### What this task involves
Search the records below for "bridge"; copy each line that has it.

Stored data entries
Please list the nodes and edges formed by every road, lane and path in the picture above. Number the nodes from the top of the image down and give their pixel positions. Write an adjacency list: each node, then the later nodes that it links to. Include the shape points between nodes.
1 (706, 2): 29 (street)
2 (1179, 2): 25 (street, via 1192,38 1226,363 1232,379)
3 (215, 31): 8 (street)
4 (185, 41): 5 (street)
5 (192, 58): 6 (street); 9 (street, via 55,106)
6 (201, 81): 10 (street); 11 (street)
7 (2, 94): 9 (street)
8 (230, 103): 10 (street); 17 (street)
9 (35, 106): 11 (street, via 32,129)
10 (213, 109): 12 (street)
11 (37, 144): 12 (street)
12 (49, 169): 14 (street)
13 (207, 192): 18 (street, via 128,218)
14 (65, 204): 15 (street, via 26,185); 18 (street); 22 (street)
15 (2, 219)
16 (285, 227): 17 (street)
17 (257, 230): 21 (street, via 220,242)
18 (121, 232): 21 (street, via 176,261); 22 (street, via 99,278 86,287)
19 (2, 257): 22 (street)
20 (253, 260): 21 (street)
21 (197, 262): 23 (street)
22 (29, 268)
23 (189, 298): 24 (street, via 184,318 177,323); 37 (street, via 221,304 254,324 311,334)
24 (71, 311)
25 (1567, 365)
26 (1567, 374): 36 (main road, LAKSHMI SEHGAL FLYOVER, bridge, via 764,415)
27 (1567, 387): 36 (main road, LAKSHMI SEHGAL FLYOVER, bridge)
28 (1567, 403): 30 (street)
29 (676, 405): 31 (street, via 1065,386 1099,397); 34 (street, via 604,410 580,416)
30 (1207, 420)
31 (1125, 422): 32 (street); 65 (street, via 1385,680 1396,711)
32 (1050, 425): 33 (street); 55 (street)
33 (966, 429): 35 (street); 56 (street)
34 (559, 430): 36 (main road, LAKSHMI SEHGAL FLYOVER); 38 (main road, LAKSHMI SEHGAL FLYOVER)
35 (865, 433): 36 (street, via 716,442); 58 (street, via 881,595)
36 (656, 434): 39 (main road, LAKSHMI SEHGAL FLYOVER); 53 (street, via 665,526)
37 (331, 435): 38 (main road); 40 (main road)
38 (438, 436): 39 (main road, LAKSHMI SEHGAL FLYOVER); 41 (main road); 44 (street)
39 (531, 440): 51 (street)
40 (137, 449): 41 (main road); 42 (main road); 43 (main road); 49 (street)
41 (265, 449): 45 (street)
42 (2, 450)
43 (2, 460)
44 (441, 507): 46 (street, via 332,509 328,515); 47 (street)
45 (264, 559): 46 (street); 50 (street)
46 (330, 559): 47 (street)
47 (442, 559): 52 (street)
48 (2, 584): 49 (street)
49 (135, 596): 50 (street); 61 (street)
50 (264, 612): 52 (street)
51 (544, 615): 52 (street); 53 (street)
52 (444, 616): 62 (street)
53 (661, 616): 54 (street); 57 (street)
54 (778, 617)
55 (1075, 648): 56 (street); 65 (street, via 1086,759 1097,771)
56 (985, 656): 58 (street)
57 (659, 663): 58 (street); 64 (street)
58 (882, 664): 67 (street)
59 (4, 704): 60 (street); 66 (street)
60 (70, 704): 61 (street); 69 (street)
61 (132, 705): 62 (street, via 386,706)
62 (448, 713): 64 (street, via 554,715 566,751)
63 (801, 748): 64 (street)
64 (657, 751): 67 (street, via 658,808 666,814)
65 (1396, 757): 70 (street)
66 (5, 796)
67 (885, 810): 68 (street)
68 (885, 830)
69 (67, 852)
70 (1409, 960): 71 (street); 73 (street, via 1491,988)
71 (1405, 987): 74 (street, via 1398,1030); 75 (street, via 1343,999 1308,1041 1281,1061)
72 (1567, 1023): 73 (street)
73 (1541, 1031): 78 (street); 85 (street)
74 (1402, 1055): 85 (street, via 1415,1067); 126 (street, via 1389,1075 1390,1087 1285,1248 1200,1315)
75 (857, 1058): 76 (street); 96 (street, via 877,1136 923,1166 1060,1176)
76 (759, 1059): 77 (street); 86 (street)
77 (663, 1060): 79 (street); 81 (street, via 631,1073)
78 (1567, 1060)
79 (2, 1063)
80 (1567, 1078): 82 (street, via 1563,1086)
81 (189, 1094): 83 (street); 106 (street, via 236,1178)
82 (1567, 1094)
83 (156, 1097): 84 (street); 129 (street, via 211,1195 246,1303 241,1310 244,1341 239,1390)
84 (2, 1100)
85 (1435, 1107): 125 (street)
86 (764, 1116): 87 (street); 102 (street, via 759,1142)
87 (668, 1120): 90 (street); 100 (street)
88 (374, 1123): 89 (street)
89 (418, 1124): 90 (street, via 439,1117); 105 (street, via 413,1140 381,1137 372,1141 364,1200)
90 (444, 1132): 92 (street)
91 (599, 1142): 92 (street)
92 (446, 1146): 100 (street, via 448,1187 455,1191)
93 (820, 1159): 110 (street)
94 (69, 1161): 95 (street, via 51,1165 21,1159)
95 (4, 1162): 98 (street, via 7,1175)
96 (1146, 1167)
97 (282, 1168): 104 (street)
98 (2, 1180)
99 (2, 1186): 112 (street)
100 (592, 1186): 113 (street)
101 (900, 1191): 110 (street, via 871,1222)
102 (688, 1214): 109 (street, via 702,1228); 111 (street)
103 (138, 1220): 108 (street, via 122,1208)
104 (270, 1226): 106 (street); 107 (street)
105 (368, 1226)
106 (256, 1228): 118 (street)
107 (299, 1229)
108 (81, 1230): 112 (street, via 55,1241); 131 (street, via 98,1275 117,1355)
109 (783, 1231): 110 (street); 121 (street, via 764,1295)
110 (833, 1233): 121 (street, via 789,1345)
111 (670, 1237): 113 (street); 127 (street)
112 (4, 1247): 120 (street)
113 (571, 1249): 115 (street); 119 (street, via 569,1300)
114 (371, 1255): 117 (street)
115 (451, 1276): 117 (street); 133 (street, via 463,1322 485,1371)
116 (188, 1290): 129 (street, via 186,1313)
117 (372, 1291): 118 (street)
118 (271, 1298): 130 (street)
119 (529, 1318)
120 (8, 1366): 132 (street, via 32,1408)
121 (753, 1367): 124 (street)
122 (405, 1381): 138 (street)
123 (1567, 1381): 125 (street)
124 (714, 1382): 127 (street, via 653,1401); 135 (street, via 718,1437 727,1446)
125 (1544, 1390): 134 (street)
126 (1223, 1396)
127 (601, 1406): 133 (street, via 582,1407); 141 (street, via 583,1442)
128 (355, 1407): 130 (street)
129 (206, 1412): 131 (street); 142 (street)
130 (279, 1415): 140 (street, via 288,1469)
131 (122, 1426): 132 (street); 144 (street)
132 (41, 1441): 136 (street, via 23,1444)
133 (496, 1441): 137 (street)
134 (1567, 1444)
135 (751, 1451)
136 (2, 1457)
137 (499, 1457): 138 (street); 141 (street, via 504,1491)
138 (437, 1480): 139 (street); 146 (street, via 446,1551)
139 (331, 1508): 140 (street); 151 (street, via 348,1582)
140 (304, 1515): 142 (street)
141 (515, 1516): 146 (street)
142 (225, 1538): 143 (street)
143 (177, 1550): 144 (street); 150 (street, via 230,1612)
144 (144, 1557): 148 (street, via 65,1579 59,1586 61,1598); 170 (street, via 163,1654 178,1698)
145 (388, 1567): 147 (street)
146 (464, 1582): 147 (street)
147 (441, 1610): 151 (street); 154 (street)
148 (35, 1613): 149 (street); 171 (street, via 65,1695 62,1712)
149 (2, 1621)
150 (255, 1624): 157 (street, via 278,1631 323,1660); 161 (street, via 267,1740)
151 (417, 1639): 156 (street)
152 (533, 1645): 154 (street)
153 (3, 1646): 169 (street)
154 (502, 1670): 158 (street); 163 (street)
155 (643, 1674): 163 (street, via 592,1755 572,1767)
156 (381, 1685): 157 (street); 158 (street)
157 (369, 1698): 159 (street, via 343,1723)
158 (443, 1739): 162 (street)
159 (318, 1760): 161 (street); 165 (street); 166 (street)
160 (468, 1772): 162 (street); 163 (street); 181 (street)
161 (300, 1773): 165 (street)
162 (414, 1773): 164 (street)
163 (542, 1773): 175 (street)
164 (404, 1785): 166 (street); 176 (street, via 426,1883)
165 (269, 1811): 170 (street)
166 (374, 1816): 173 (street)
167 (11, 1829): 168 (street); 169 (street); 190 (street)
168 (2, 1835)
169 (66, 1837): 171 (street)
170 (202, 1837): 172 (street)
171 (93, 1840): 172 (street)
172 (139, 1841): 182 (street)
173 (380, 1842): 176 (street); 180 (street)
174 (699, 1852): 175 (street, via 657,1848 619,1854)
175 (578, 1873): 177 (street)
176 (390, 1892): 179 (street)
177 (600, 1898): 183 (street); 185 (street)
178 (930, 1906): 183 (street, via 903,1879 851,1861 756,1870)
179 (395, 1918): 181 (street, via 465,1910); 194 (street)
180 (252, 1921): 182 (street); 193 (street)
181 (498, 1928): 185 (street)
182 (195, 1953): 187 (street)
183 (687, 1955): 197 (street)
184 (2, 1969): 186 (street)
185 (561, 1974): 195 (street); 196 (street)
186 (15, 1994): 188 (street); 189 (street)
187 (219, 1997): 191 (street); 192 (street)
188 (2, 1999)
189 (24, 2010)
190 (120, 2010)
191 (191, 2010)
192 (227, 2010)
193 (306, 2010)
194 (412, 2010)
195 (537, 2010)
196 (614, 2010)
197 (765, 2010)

### Exercise output
26 (1567, 374): 36 (main road, LAKSHMI SEHGAL FLYOVER, bridge, via 764,415)
27 (1567, 387): 36 (main road, LAKSHMI SEHGAL FLYOVER, bridge)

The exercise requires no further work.